L'usage traditionnel veut qu'on appelle "mademoiselle" une femme non mariée, et "madame" une femme mariée (sauf exceptions historiques, je vous l'accorde encore, puisque on appelait "mademoiselle" les actrices même mariées, ou la soeur du roi, etc.). Par conséquent, quand vous donnez du "mademoiselle" à une femme d'un certain âge, vous la désignez explicitement comme vieille fille. Il y en a qui y tiennent, elles sont surreprésentées au troisième étage de la Sorbonne, dans un UFR que je connais bien. J'y vois un mélange détonnant entre un certain attachement à la tradition et une revendication féministe qui tient à afficher qu'on a choisi la carrière plutôt que le mariage à un moment où les deux étaient difficilement conciliables. C'est difficile à croire, mais le féminisme, du moins sous une certaine forme, a bien atteint le troisième étage de la Sorbonne.

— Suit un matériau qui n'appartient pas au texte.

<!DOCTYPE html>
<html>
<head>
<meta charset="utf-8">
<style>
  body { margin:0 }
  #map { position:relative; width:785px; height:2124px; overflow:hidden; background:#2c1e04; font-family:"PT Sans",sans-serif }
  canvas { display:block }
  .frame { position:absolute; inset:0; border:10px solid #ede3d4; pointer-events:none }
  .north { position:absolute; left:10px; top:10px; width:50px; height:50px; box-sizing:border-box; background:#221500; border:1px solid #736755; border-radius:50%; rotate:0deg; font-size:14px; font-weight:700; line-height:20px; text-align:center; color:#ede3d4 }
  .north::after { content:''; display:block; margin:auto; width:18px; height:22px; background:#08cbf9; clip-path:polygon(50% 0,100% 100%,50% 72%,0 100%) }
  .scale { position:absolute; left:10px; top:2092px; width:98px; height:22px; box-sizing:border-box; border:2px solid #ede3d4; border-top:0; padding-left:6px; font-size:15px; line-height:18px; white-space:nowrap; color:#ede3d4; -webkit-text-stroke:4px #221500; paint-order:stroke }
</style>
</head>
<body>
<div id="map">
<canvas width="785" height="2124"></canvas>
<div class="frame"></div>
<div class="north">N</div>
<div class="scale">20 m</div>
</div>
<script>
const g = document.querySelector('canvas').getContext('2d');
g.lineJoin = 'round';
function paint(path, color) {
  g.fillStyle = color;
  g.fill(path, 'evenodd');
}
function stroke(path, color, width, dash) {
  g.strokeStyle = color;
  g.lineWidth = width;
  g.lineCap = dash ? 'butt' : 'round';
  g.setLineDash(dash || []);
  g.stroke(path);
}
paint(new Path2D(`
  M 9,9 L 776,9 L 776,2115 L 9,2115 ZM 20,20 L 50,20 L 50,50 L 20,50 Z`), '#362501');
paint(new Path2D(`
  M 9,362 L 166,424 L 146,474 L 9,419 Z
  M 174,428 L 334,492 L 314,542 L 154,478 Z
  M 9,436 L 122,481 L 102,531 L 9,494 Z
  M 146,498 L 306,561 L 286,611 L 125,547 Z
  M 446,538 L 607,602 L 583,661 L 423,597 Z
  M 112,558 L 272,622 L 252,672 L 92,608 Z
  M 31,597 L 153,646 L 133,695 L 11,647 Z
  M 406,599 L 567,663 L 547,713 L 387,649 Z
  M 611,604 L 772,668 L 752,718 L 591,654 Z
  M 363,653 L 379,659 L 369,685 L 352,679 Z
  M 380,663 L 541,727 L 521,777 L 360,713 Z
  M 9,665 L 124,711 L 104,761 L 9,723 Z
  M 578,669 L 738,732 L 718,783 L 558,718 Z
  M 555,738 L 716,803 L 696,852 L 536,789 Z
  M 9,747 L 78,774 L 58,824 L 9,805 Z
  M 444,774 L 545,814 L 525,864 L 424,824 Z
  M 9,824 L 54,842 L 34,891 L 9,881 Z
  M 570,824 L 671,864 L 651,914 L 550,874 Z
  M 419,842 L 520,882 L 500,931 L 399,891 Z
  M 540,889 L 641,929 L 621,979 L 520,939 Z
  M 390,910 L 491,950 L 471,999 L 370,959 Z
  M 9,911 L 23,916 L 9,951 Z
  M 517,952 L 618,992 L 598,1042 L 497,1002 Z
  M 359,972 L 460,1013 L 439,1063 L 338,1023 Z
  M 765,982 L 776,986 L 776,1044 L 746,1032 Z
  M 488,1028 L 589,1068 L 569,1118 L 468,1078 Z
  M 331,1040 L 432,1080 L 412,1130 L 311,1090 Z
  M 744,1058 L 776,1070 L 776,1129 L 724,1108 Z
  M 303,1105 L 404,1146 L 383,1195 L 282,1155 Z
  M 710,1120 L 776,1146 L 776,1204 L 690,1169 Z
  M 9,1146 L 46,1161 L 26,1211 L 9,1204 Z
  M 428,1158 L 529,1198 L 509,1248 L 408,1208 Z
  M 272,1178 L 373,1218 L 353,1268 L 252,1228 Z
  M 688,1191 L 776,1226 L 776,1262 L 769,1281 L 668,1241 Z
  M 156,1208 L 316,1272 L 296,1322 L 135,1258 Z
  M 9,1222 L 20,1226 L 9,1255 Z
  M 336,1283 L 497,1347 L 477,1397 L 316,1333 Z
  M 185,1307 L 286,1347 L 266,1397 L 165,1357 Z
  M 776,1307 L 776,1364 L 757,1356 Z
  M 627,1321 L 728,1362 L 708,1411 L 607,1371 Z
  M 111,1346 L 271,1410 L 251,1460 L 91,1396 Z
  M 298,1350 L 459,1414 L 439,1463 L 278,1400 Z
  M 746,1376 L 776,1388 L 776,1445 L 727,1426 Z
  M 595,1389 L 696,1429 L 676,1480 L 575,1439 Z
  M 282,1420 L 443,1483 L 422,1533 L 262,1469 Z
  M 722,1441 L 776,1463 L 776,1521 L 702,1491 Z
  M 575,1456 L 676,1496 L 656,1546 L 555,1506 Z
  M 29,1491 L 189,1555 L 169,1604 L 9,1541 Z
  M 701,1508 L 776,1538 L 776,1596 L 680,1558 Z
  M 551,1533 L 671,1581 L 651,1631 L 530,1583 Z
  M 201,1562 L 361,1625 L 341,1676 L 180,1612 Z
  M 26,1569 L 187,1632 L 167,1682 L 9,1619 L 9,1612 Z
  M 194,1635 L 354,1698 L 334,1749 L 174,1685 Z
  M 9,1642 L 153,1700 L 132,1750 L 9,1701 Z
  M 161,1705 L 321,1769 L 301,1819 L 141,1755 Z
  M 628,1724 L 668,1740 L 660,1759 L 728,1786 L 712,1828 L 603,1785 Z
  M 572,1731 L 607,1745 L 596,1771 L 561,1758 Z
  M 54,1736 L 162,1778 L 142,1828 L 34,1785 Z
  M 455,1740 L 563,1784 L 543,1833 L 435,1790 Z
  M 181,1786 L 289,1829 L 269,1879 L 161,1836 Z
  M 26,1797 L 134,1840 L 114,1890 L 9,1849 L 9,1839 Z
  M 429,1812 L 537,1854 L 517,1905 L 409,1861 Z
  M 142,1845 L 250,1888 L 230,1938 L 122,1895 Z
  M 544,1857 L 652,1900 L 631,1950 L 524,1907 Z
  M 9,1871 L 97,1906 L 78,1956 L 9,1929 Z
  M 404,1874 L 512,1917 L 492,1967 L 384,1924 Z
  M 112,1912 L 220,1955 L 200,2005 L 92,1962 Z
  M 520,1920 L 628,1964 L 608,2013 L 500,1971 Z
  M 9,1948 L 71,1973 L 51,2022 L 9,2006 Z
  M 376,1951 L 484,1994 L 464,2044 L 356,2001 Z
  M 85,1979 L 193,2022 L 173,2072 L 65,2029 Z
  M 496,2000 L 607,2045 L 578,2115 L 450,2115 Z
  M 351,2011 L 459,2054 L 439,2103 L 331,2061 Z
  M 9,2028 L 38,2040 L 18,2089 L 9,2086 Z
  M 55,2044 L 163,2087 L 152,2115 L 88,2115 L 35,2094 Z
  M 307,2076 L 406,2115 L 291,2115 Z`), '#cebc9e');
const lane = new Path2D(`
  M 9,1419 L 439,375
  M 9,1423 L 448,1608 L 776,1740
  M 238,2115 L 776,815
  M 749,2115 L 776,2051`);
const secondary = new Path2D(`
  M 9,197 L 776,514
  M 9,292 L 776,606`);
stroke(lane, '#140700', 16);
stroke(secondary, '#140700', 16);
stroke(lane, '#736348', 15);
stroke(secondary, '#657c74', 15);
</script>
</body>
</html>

Naturellement, cet usage traditionnel est peu à peu rendu caduc par l'évolution actuelle de la société qui n'impose plus le mariage, ou le repousse. Par conséquent, un usage concurrent du titre s'est développé : désormais, on appelle "mademoiselle" une femme jeune ; c'est même devenu une arme de séduction, quand un homme vous glisse, la bouche charmeuse et l'oeil qui frise, "madame ? ou plutôt mademoiselle" ?
Mon post a l'air frivole et inutile (comme 99, 9% des posts de ce blog, et j'en suis fière) mais la question "Madame ou Mademoiselle ?" m'est posée régulièrement chez le médecin, chez EDF, à la SNCF, sur les formulaires divers et variés ; il arrive aussi que je rectifie spontanément et machinalement un "Mademoiselle" en "Madame". Généralement, on comprend ma rectification comme un cocorico de femme mariée, alors qu'il n'en est rien. Avec ma copine L*, on a juste décidé que, passé 30 ans, c'était ridicule de se faire appeler "Mademoiselle". Quand je dois m'expliquer, on me répond "mais vous avez pourtant l'air/la voix jeune". En fait, "Mademoiselle" est bien devenu une sorte de compliment.
Je n'ai évidemment pas de solution à proposer, à part de fonder, à côté du CLY, le GAME (Groupement pour l'Abolition du MademoisElle), ce qui serait un beau paradoxe puisque -game est la racine grecque qui signifie "mariage", ou le GRAD (Groupement pour le Rétablissement de l'Appellation Damoiseau, histoire d'approfondir la parité hommes/femmes). Mais je ne me lancerai pas, puisque en ce moment, il y a plein de petits indices qui témoignent de l'attachement à ce titre :
> l'album et la chanson éponyme de Berry Mademoiselle
> le titre "Mademoiselle" de Zaza Fournier
> le titre "Don't call me Madam" écrit par les Coming Soon pour le dernier album d'Olivia Ruiz Miss Météores
et enfin (j'en oublie certainement...)
> le film de Stéphane Brizé, Mademoiselle Chambon.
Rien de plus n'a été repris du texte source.